Dir: Sergio Corbucci

Cast: Joseph Cotton, Norma Bengell, Julian Mateos, Gino Pernice, Aldo Sambrell, Al Mulock, Angel Aranda, Maria Martin, Claudio Gora, Benito Stefanelli, Enio Girolami

Music: Ennio Morricone


Corbucci had a love-hate-relationship with most of the people he had ever worked with. When both Manolo Bolognini and Albert Band/Alfredo Antonini proposed a project to him, to be executed in the last months of '66, he was still at odds with Bolognini, producer of Django, so he accepted the offer made by the latter, whom he had called a half idiot only two years before, when working on Massacro al Grande Canyon. Many have sustained that this was not a wise choice: producer/co-writer Band held strong control over the execution of the material, leaving Corbucci little headroom for his idiosyncrasies. The result is a film that - for most part - doesn't really feel like a Corbucci movie and is often overlooked, even by some of his most loyal fans. On the other hand it has a small but fervent cult following and some have even called it his best film.


Like for his previous film, (The Tramplers), Band had lifted some elements of his story from a novel by William Cook, Guns of North Texas, about a stubborn southern patriarch who didn't want to give up the fight after the Civil war was over. It was an idea that appealed to Corbucci too, although he most probably saw it more as an allegory on fascism and Mussolini's Empire in the North, in the last stages of WW II. The film opens with Renegade Confederate officer Jonas (Cotton) and his three sons steeling a shipment of Yankee gold in the aftermath of the Civil War, butchering the entire regiment transporting it.

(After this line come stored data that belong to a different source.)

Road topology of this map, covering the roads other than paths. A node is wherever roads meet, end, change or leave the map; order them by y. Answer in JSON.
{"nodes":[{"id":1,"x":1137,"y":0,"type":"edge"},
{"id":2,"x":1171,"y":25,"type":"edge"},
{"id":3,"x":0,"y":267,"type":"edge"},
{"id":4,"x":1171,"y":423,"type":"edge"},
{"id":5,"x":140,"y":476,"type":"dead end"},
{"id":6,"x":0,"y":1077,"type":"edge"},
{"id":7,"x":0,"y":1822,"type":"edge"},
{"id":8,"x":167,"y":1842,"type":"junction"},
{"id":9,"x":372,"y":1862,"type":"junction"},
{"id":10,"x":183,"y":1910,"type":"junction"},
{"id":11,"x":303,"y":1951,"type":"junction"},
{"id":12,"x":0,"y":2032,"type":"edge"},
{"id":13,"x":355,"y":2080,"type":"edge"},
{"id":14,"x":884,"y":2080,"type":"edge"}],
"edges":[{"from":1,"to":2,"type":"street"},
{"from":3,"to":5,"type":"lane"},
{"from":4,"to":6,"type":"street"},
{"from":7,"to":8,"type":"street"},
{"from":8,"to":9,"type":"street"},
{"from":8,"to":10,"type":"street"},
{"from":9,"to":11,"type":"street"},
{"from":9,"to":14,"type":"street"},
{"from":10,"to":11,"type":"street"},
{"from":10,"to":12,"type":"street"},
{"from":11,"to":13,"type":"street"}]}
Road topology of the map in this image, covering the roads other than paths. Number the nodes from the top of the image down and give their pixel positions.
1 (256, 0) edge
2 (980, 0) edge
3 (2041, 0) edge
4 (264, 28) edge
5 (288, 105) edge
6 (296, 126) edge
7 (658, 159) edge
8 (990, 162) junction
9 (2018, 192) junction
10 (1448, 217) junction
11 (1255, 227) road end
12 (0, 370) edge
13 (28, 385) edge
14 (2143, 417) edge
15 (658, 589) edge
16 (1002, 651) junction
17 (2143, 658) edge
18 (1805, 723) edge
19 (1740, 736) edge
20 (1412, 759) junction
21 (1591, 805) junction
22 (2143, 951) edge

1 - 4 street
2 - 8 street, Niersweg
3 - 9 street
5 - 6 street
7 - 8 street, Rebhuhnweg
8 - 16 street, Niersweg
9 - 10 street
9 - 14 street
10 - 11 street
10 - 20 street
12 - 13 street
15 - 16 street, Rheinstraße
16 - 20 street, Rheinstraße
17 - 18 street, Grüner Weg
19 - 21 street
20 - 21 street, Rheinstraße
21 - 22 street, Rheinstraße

With the money, Cotton want to revive the Confederacy, somewhere up North, across the Hondo River. The money is hidden in a coffin, and an alcoholic prostitute (Martin) has been hired to serve as the 'dead man's widow'. The sequence in which the Yankee regiment is slaughtered, could well be the most elaborated rendition of a massacre before the famous opening of Peckinpah's The Wild Bunch (1969). It's probably less graphic than the violent showdowns in Django, but I always had the feeling that the violence in that movie is of a surrealistic, even slightly cartoonish nature, which tones it down considerably. The violent opening of the Hellbenders is clinical, cold-blooded, and so incredibly strong, that the rest of the movie looks a bit tame, even though Cotton and his men are under constant threat of discovery. When the alcoholic Marin is killed by Cotton's crazy son Jeff (Pernice), the group is in need of another 'widow'. In a saloon, his 'good son' Ben (Mateos) meets Claire (Bengali) and takes her under his protection when she is caught cheating at playing cards. She'll be the new widow, but soon discovers she has joined an insane enterprise. Most of the scenes to follow are tension-filled, but like the art critic Howard Hughes has written, tension is not what this director does best or what his audiences expect. There's the odd feeling that too much has been undertaken to keep the story moving, especially in the final half hour, when Mexicans, Indians and a rescuing Yankee regiment are thrown in, until Corbucci hits the right cord in a quite abrupt, but well-prepared and well-executed finale.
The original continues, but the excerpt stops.